Conquest of the New World
Trade edicts allow you to create a trade route with another kingdom, increasing the BP you gain every month, as well as possibly increasing your Fame and other kingdom statistics.
To plan a trade route, select another kingdom as your trade partner and determine the distance in hexes from a settlement in your kingdom to a settlement in the target kingdom, tracing the path of the trade route rather than a direct line. A trade route can pass through grassland, desert, or any terrain that has a road or highway. If your settlement contains a Pier, the trade route can pass along rivers and coastal hexes. If your settlement contains a Waterfront, your trade route can pass through water hexes.
Longer trade routes are harder to maintain than short ones, but larger kingdoms must trade further afield to make a profit. To determine the effective length of your trade route, count hexes with roads or rivers as 1, grassland and desert hexes without roads/rivers as 2, and water hexes and highway hexes as 1/2. This total distance is the Trade Route Length (TRL). Divide the Trade Route Length by 10 to get the Route Modifier (RM). Subtract the TRL from your kingdom’s Size to get the Length Modifier (LM), with a minimum LM of 0.
Establishing a trade route takes 1 hex per day along Roads and Rivers (upstream), 2 along coastlines, and 4 along water or Rivers (downstream). If the journey requires 1 month or more, you gain no benefits from it until the turn the traders arrive at their destination.
You must invest at least 5 BP into the initial trade expedition using this trade route. The first time your traders reach the destination settlement, attempt an Economy check, a Loyalty check, and a Stability check with the following modifiers:
+ settlement Production – settlement Corruption – Route Modifier (RM) – Length Modifier (LM)

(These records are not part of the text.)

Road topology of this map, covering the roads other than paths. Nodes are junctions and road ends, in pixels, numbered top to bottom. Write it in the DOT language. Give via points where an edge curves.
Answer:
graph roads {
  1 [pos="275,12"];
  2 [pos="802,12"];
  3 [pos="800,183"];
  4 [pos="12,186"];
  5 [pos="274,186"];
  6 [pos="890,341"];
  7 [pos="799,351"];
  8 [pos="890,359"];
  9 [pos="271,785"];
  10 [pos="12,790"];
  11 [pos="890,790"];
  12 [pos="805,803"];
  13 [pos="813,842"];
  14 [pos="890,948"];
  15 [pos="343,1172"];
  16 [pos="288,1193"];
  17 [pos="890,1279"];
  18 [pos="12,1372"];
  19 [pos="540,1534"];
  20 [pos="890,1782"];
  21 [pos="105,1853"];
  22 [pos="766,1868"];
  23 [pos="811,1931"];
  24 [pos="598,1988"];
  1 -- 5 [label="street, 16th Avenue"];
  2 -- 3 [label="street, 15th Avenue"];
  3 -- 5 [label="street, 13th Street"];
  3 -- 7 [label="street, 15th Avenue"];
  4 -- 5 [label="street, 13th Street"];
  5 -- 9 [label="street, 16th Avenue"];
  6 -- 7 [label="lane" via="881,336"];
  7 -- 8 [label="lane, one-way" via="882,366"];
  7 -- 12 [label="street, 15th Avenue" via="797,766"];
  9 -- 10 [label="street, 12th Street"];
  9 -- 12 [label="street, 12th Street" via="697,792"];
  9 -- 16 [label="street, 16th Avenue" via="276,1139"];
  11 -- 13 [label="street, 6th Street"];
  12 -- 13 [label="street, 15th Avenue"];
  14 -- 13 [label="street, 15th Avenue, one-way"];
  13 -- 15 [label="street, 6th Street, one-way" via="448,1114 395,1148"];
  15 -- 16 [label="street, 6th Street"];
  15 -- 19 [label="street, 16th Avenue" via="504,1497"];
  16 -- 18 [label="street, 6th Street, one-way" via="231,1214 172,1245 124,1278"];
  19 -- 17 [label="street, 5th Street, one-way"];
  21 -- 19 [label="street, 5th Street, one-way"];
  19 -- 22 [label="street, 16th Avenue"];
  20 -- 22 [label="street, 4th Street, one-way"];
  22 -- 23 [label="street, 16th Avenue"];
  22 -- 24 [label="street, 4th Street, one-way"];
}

|0||The trade route is a total loss; Fame -1 and Unrest +1|
|1||The expedition fails to reach its destination but sells its goods elsewhere for 1d4 BP for each 5 BP invested|
|2||The trade route is established; Economy +1; Treasury increases by the RM + 2d4 BP per 5 BP invested initially. (eg: if you invested 5 BP in a trade route with an RM of 2, Treasury increases by 2 + 2d4 BP)|
|3||The trade route is established and is a great success; Economy +2; Fame +1; Treasury increases by the RM + 2d4 BP per 5 BP invested|
|Each critical success adds an additional 1d4 BP to the total return.

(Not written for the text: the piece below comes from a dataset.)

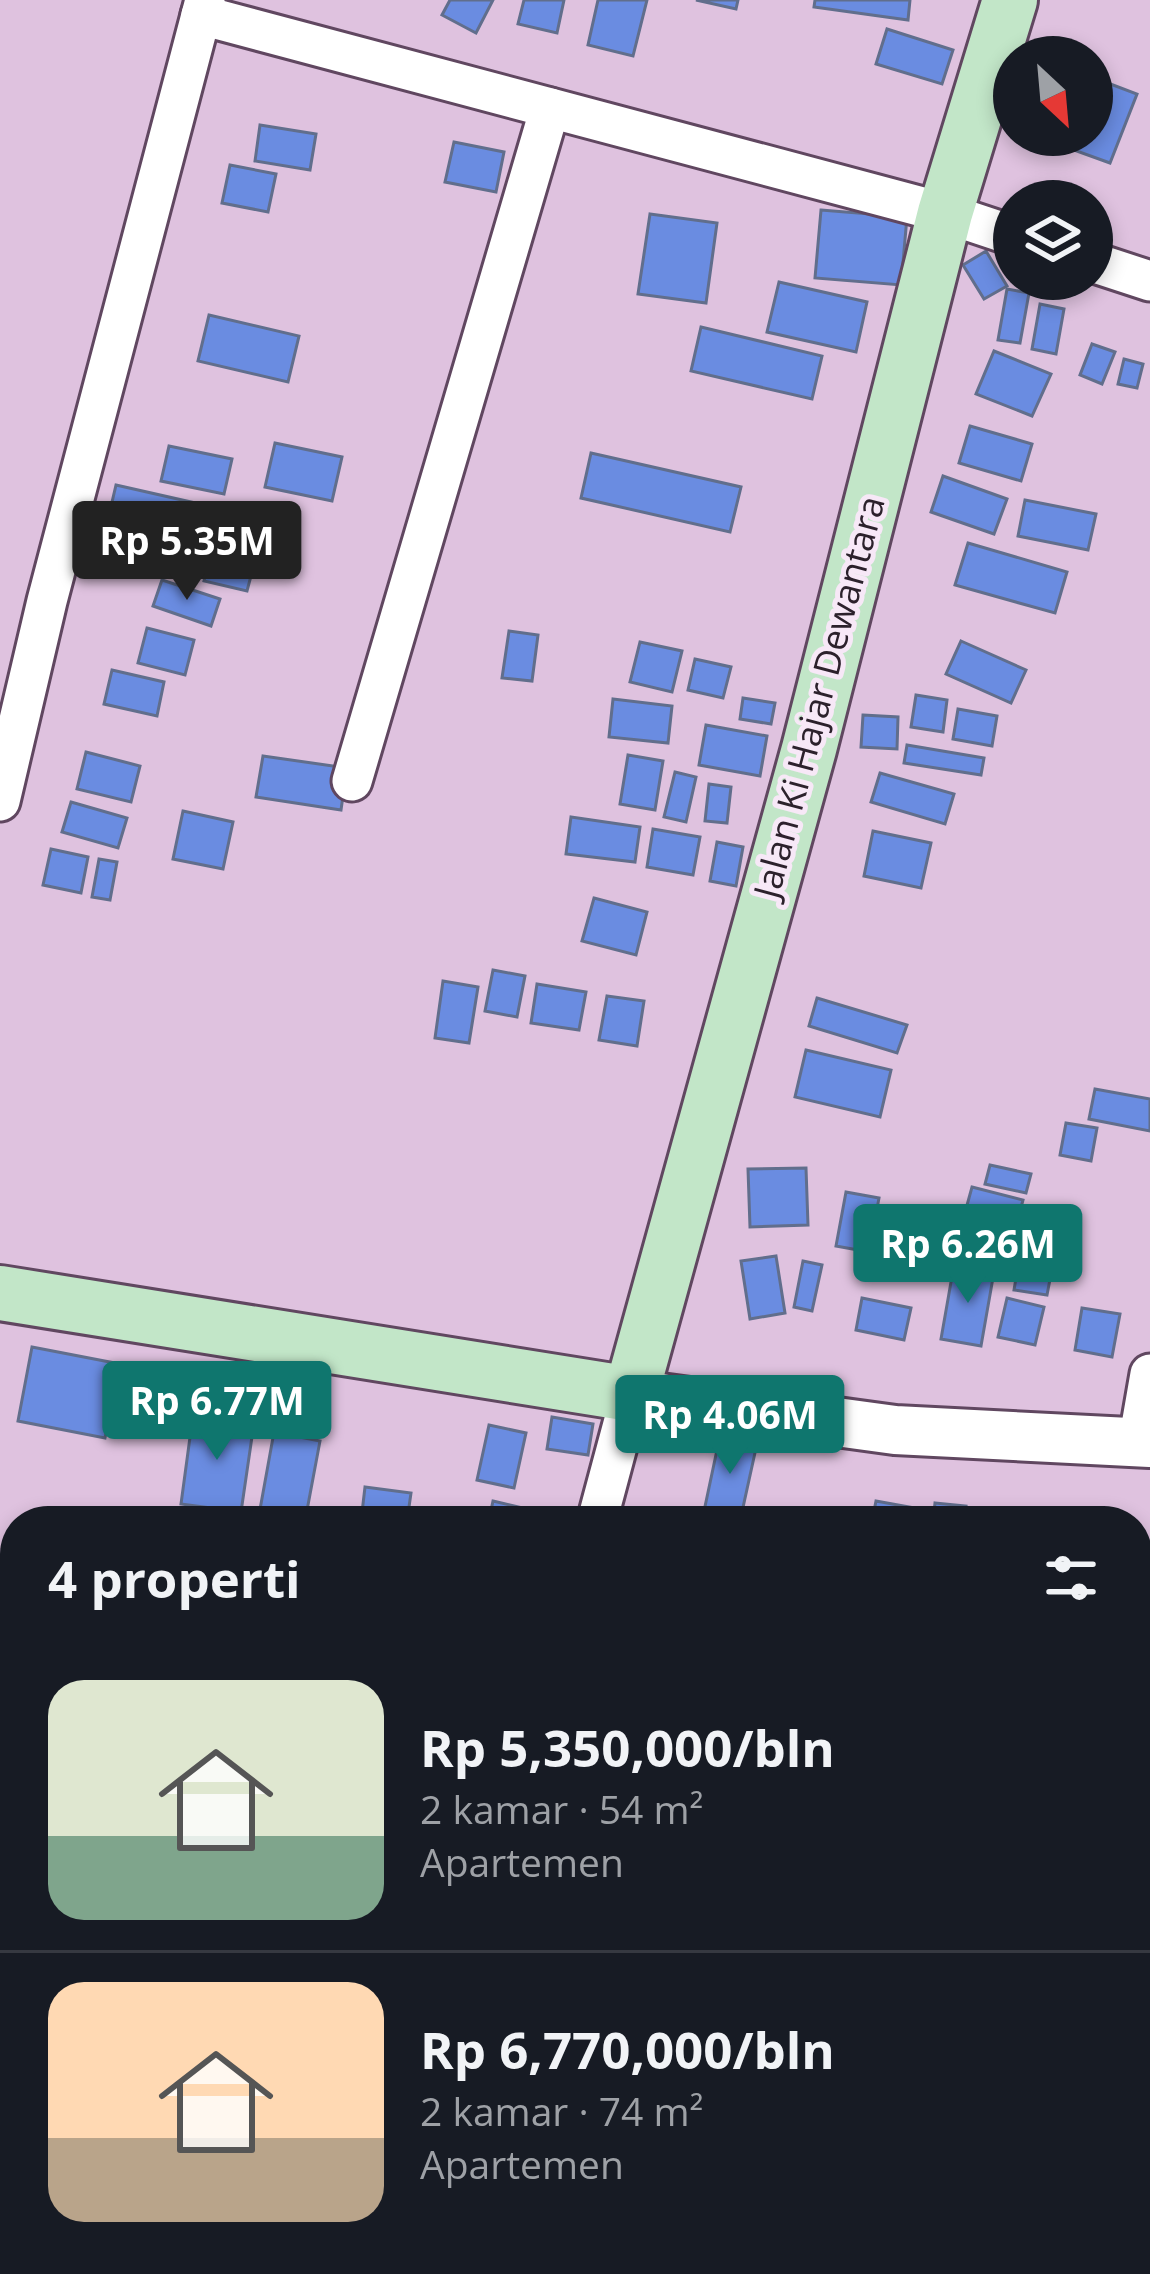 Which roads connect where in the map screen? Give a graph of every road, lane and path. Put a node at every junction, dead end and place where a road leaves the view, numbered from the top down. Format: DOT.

Each critical failure decreases Fame by 1, or increases Unrest by 1 (Treasurer’s choice).
An established trade route provides its benefits for 1 year. A kingdom can have one of each of the following types of trade route. Each type requires certain buildings in your settlement, and each increases the Economy bonus from a successful trade route.
If your kingdom has surplus production from farms and fisheries that reduces its Consumption to below 0, you may export food. A successful food trade route increases Economy by 1 for every 10 Farms and Fisheries (or part thereof) in the kingdom; this benefit is lost in any month that Farms and Fisheries do not reduce Consumption below 0. You must have at least 1 Granary and 1 Stockyard in your originating settlement.

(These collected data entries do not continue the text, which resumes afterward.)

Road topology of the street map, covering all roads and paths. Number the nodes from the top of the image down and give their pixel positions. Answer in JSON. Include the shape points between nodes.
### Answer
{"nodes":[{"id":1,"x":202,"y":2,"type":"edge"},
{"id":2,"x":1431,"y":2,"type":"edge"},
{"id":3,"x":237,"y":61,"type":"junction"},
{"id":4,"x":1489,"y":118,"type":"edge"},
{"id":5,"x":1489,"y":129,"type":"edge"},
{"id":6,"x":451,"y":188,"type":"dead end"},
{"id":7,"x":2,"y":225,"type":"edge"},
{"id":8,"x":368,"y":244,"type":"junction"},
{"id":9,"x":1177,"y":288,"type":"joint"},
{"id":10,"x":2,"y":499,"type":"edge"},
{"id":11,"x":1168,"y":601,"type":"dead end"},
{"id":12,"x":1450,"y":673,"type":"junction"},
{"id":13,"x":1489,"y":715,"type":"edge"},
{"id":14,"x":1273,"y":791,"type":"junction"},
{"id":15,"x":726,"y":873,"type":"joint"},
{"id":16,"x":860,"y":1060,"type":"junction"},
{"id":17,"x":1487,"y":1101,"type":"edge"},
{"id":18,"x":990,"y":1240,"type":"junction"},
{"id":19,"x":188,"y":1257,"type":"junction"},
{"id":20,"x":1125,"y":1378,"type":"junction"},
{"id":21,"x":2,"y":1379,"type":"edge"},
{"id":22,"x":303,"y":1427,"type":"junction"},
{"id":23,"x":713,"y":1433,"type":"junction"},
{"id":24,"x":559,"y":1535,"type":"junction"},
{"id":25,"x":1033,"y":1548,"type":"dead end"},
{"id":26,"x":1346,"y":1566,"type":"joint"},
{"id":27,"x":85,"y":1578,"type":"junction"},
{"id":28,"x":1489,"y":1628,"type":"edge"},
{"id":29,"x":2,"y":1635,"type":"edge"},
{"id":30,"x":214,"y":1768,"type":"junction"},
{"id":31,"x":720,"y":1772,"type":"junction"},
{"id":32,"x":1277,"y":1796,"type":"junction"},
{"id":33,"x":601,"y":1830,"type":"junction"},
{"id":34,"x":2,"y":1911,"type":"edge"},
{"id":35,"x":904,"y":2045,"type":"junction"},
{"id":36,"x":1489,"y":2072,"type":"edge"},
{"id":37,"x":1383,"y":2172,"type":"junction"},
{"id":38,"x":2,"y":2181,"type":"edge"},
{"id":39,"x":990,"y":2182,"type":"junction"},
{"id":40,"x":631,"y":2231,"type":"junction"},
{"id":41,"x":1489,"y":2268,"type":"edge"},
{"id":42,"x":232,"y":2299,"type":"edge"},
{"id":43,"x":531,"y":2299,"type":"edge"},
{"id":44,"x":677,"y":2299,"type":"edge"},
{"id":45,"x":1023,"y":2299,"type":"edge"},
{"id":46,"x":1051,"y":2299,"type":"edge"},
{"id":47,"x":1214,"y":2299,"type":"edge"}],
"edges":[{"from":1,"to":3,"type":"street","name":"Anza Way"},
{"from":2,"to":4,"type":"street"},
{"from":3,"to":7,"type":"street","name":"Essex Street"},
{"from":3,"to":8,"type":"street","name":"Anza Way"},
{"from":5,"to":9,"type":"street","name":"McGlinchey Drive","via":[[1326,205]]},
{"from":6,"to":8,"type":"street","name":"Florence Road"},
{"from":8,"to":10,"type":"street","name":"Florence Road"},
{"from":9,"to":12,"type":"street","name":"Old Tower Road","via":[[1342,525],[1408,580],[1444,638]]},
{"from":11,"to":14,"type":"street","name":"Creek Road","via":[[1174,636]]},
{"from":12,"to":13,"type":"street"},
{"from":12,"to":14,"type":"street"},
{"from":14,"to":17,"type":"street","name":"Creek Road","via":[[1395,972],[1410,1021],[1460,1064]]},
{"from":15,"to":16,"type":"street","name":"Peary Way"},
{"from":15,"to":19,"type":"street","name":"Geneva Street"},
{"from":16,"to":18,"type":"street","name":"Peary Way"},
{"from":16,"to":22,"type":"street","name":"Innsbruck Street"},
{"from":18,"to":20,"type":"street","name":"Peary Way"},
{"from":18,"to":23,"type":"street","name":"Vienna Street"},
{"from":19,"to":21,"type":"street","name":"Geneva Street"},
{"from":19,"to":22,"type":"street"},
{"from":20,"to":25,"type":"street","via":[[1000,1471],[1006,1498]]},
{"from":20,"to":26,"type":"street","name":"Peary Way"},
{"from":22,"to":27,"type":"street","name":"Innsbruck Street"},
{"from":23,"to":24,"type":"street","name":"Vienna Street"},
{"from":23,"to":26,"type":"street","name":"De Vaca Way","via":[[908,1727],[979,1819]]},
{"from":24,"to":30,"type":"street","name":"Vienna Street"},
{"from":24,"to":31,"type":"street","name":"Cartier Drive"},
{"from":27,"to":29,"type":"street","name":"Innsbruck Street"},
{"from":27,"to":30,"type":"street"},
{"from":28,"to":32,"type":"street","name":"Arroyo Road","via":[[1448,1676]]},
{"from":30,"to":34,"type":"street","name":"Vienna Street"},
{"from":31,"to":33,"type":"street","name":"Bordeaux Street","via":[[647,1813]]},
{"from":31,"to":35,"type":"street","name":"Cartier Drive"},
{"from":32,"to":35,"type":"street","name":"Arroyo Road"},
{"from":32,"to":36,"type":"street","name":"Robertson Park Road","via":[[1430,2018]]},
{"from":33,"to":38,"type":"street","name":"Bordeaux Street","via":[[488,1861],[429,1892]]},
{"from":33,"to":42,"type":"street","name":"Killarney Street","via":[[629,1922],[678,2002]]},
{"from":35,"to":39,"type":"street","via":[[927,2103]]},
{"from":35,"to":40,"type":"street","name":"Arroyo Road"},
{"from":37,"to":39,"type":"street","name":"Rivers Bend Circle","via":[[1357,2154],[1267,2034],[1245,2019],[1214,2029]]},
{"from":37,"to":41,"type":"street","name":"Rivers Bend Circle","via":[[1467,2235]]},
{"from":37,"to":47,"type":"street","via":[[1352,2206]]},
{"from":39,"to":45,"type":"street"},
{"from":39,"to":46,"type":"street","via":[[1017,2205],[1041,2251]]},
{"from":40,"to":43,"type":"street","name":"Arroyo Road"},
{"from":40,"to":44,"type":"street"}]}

The trade route transports goods such as weapons and textiles. Count all Guildhalls, Smithies, Shops, Trade Shops, and Tanneries in the starting settlement and divide by 10 (round up); a successful goods trade route increases Economy by this amount. You must have at least 1 Guildhall in your originating settlement.
This trade route carries exotic goods such as art, musical instruments, books, spices, dyes, and magic items. Count all Alchemists, Exotic Artisans, Herbalists, and Luxury Stores in the starting settlement and divide by 10 (round up); a successful luxuries trade route increases Economy by that amount. You must have at least 1 Luxury Store in your originating settlement.
This trade route carries common raw materials such as lumber, stone, ore, or metal. A successful raw materials trade route increases Economy by 1 for every 10 Mines, Quarries, and Sawmills (or part thereof) in the kingdom. You must have at least 1 Foundry in the originating settlement to count Mines.
War and Trade Routes
If you go to war with another Kingdom with which you have a trade route, the benefits of that Route cease immediately and your kingdom suffers an Economy penalty equal to the previous benefit for one turn. (eg: if you had a trade route providing +2 Economy, you lose the benefit and take -2 Economy for the next turn).